Le plus drôle encore, si l'on ose dire, c'est quand on les voit, comme c'est aujourd'hui le cas, paniquer à l'idée d'avoir à changer de discours sur l'..., dit le Cuisinier. Car c'est bien ce que le nouveau maître américain leur demande, en leur tordant le bras. Soit par conséquent ils s'exécutent, ils changent de discours, au risque de perdre la face, d'achever de se déconsidérer aux yeux de tout le monde, car tout le monde se rendra alors compte que le nom qu'ils portent, celui de prince-esclave, n'est décidément pas usurpé (on l'a toujours su, mais maintenant on en a la preuve), soit ils désobéissent, mais ce sont alors leurs dossiers personnels qui sortent. Car si le maître américain a changé, la NSA, elle, est toujours là. Bref, ils sont pris en tenailles. On ne va pas trop les plaindre. Regardez à quoi ressemble aujourd'hui l'Europe: ce qu'ils ont réussi à en faire en à peine quelques décennies. Encore hier, cette attaque à la voiture-bélier. Etc. Ils n'ont donc que ce qu'ils méritent. On dira même qu'ils s'en tirent à bon compte. Pour l'heure encore, les populations se tiennent tranquilles. Mais à un moment donné, leurs conditions de vie matérielles continuant, comme c'est le cas, à se dégrader (ces personnels archi-compétents et en plus honteusement sous-payés n'y sont naturellement pour rien), elles pourraient très bien se mettre en mouvement. On espère juste pour eux qu'ils réussiront à prendre le dernier avion. Il n'y aura pas de dernier avion, dit le Visiteur.

1/14/2025

Encore partie

A les entendre, la Russie constituerait une menace pour l'Europe, dit le Visiteur. Le problème, en fait, se pose dans l'autre sens. La Russie n'a pas véritablement de politique européenne. L'Europe lui est indifférente. La Russie résiste aux Américains qui rêvent de la dépecer, c'est une chose. Mais cela ne va pas beaucoup plus loin. Même en matière de contre-information, elle ne se manifeste que très peu. Les chiens aboient, la caravane passe. Personnellement je le regrette. Elle aurait, me semble-t-il, une carte à jouer. Jusqu'à preuve du contraire, la Russie fait encore partie de l'Europe. Sauf qu'en face, il faudrait un interlocuteur, dit le Double. Vous avez lu, bien sûr, le dernier livre d'Emmanuel Todd, La défaite de l'Occident. Il y est notamment question de la NSA, qui possède des dossiers sur à peu près tout le monde en Europe, en particulier sur les élites. Celles-ci se montrent dès lors très obéissantes. Elles font ce qu'on leur dit de faire. Je n'aimerais pas être à la place des actuels princes-esclaves européens, dit le Visiteur. Voyez en quel état, par exemple, se trouve la ... Ou encore l'... Ils paniquent et cherchent à gagner du temps, commme on l'a vu tout récemment encore en ..., quand ils ont annulé les élections. Mais à un moment donné ils se retrouveront le dos au mur. Ce n'est pas pour autant qu'ils se montreront moins obéissants, dit le Double. On s'est mal compris, dit le Visiteur. Ils vont disparaître.

1/08/2025

Capter

Depuis une semaine, je ne peux plus capter la radio suisse (RTS), dit l'Auditrice.
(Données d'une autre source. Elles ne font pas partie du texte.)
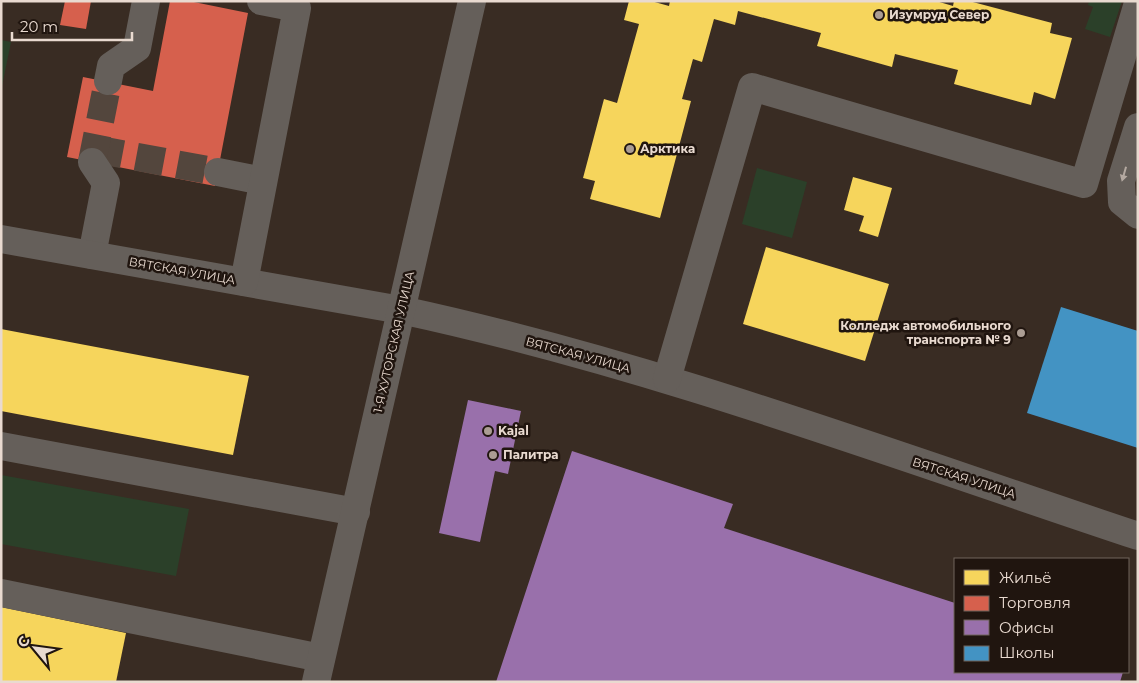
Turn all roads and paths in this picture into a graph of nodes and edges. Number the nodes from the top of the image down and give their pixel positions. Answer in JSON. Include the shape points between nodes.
{"nodes":[{"id":1,"x":146,"y":1,"type":"edge"},
{"id":2,"x":261,"y":1,"type":"edge"},
{"id":3,"x":472,"y":1,"type":"edge"},
{"id":4,"x":1138,"y":2,"type":"edge"},
{"id":5,"x":108,"y":81,"type":"tunnel mouth"},
{"id":6,"x":1138,"y":127,"type":"edge"},
{"id":7,"x":92,"y":162,"type":"tunnel mouth"},
{"id":8,"x":218,"y":172,"type":"tunnel mouth"},
{"id":9,"x":263,"y":181,"type":"junction"},
{"id":10,"x":1138,"y":215,"type":"edge"},
{"id":11,"x":1,"y":239,"type":"edge"},
{"id":12,"x":92,"y":255,"type":"junction"},
{"id":13,"x":244,"y":282,"type":"junction"},
{"id":14,"x":401,"y":310,"type":"junction"},
{"id":15,"x":667,"y":379,"type":"junction"},
{"id":16,"x":1,"y":446,"type":"edge"},
{"id":17,"x":356,"y":512,"type":"junction"},
{"id":18,"x":1138,"y":536,"type":"edge"},
{"id":19,"x":1,"y":593,"type":"edge"},
{"id":20,"x":319,"y":670,"type":"edge"}],
"edges":[{"from":1,"to":5,"type":"street","via":[[138,48],[111,66]]},
{"from":2,"to":9,"type":"street","via":[[297,8]]},
{"from":3,"to":14,"type":"street","name":"1-Я ХУТОРСКАЯ УЛИЦА"},
{"from":4,"to":15,"type":"street","via":[[1084,184],[752,87]]},
{"from":6,"to":10,"type":"street","one_way":true,"via":[[1121,181],[1122,202]]},
{"from":7,"to":12,"type":"street","via":[[106,183]]},
{"from":8,"to":9,"type":"street"},
{"from":9,"to":13,"type":"street"},
{"from":11,"to":12,"type":"street","name":"ВЯТСКАЯ УЛИЦА"},
{"from":12,"to":13,"type":"street","name":"ВЯТСКАЯ УЛИЦА"},
{"from":13,"to":14,"type":"street","name":"ВЯТСКАЯ УЛИЦА"},
{"from":14,"to":15,"type":"street","name":"ВЯТСКАЯ УЛИЦА"},
{"from":14,"to":17,"type":"street","name":"1-Я ХУТОРСКАЯ УЛИЦА"},
{"from":15,"to":18,"type":"street","name":"ВЯТСКАЯ УЛИЦА"},
{"from":16,"to":17,"type":"street"},
{"from":17,"to":20,"type":"street","name":"1-Я ХУТОРСКАЯ УЛИЦА"},
{"from":19,"to":20,"type":"street"}]}
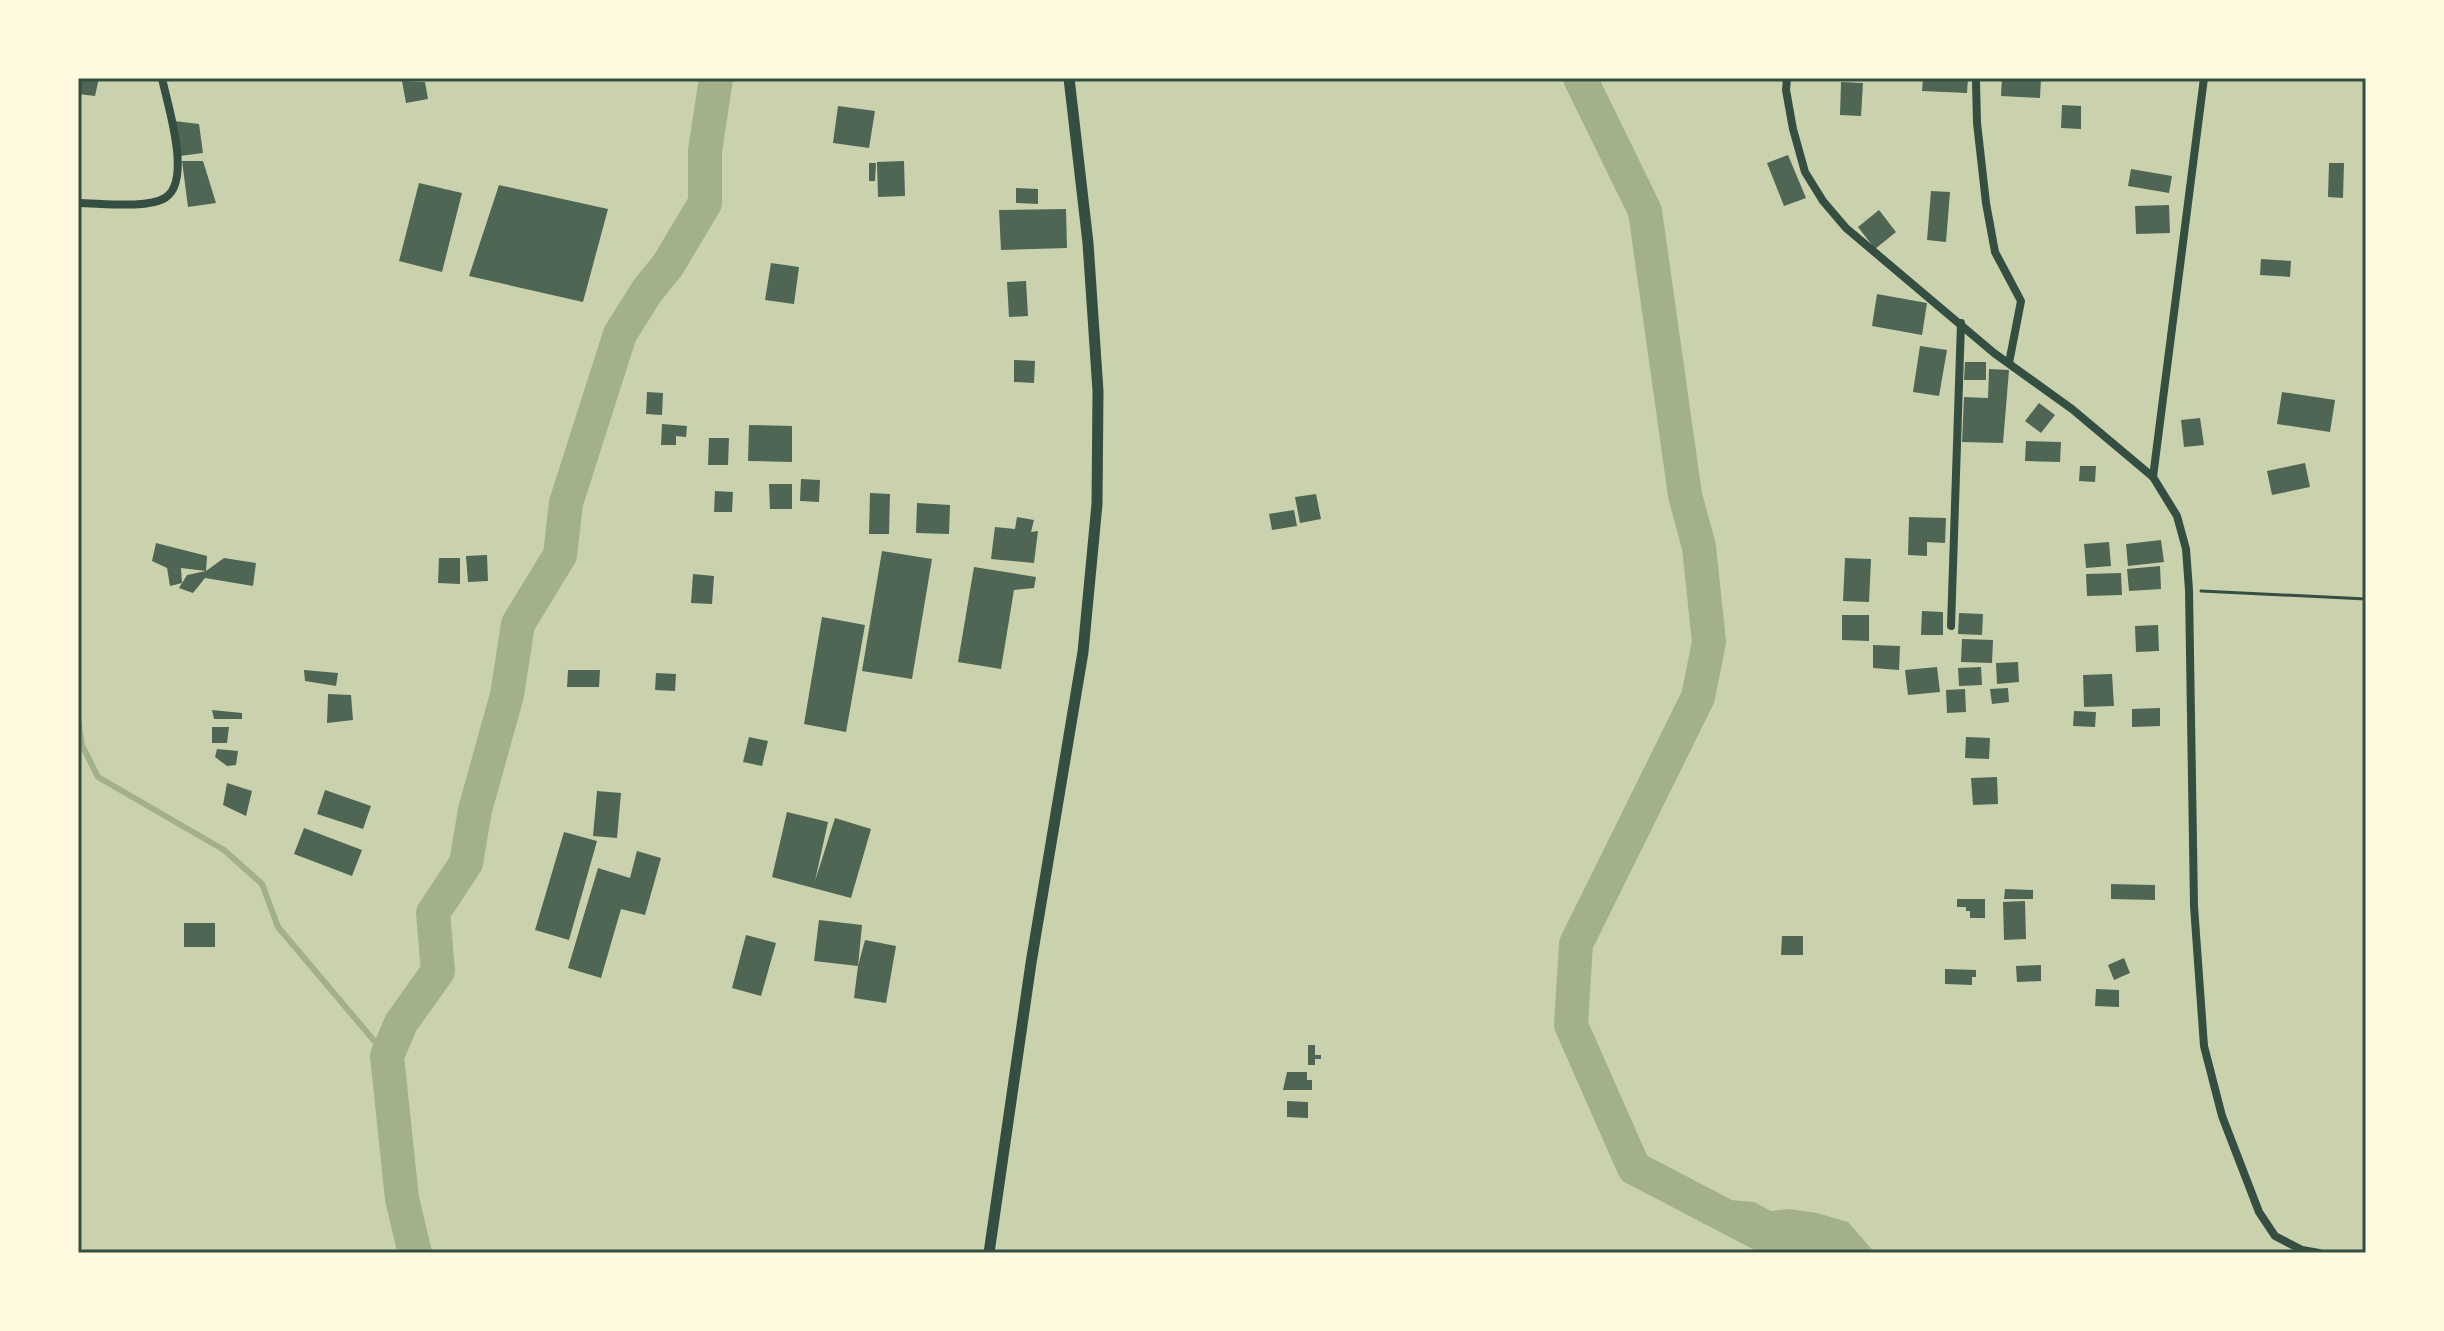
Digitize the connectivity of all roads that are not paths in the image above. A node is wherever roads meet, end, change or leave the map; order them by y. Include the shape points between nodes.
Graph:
1 (162, 78) edge
2 (1069, 78) edge
3 (1787, 78) edge
4 (2204, 78) edge
5 (1976, 82) dead end
6 (78, 203) edge
7 (1961, 323) junction
8 (2009, 363) junction
9 (2153, 477) junction
10 (1951, 626) dead end
11 (989, 1253) edge
12 (2319, 1253) edge

1 - 6 street via 179,165 176,185 166,198 145,203
2 - 11 street via 1098,391 1097,504 1083,652
3 - 7 street via 1805,172 1823,201 1846,228
4 - 9 street
5 - 8 street via 1995,252 2021,301
7 - 8 street
7 - 10 street
8 - 9 street
9 - 12 street via 2177,516 2186,549 2194,906 2204,1046 2222,1116 2259,1212 2275,1236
Elle a abandonné la FM pour basculer dans le numérique (DAB). Cela signifie que pour pouvoir continuer à la capter, il me faudrait changer de poste récepteur, en acheter un nouveau. Et quoi d'autre encore. On voit bien l'intention cachée, dit l'Etudiante: tenir les gens en haleine, leur pourrir la vie, etc. C'est ainsi que se construit l'Etat total - et bien sûr aussi qu'il fonctionne. Hier, le téléphone, aujourd'hui la radio. Plus leurs "mises à jour" en continu. Etc. Personnellement, je fais comme Bartleby, le héros de la nouvelle éponyme de Melville: je me mets aux abonnés absents. Autant que possible, je cherche à me passer de toutes ces choses. Je suis dans la résistance passive. Je ne les écoutais pas vraiment, dit l'Auditrice: c'était juste un bruit de fond. Mais j'y était habituée. J'aimais bien cette propagande un peu simplette, cela m'amusait de les entendre. Mais 24 heures sur 24, à la longue, on s'en lasse. En plus, ils sont passablement lourdingues, si tu vois ce que je veux dire. Non, tu ne vois pas, c'est pas grave. Par moi-même, je n'aurais rien fait, je suis beaucoup trop paresseuse pour cela. Ils m'ont donc aidée à sauter le pas. Bye-bye la RTS. Je me replierai sur France Culture et France Musique. Eux au moins n'ont pas basculé. Pas encore. Ils le feront, si j'ai bien compris, dans huit ans: en 2033. On a le temps de voir venir. Je vis au jour le jour.